───── INPUT MATERIAL

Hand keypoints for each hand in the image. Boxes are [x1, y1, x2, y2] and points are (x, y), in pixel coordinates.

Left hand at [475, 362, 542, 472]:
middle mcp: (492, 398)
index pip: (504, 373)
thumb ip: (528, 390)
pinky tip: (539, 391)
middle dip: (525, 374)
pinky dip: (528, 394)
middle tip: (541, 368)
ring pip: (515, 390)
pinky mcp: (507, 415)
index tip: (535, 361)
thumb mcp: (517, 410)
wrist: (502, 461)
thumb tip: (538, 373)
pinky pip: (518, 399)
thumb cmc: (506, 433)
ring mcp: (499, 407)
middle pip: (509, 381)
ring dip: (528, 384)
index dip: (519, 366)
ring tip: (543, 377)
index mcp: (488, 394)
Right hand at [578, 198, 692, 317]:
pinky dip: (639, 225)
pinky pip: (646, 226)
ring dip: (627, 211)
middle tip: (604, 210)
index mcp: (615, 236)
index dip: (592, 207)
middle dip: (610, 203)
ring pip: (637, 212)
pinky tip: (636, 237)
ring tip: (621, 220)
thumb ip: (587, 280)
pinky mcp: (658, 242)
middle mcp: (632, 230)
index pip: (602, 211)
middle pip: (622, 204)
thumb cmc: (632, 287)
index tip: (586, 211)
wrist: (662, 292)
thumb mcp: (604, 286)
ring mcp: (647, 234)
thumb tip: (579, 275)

──────────

- HOW TO COMPLETE THIS TASK: Your answer should be the lines above, from the line containing "wrist: (502, 461)" up to and including the line containing "Right hand at", reproduced exactly and with nothing else.

- THE ANSWER:
wrist: (502, 461)
thumb tip: (538, 373)
pinky pip: (518, 399)
thumb cmc: (506, 433)
ring mcp: (499, 407)
middle pip: (509, 381)
ring dip: (528, 384)
index dip: (519, 366)
ring tip: (543, 377)
index mcp: (488, 394)
Right hand at [578, 198, 692, 317]:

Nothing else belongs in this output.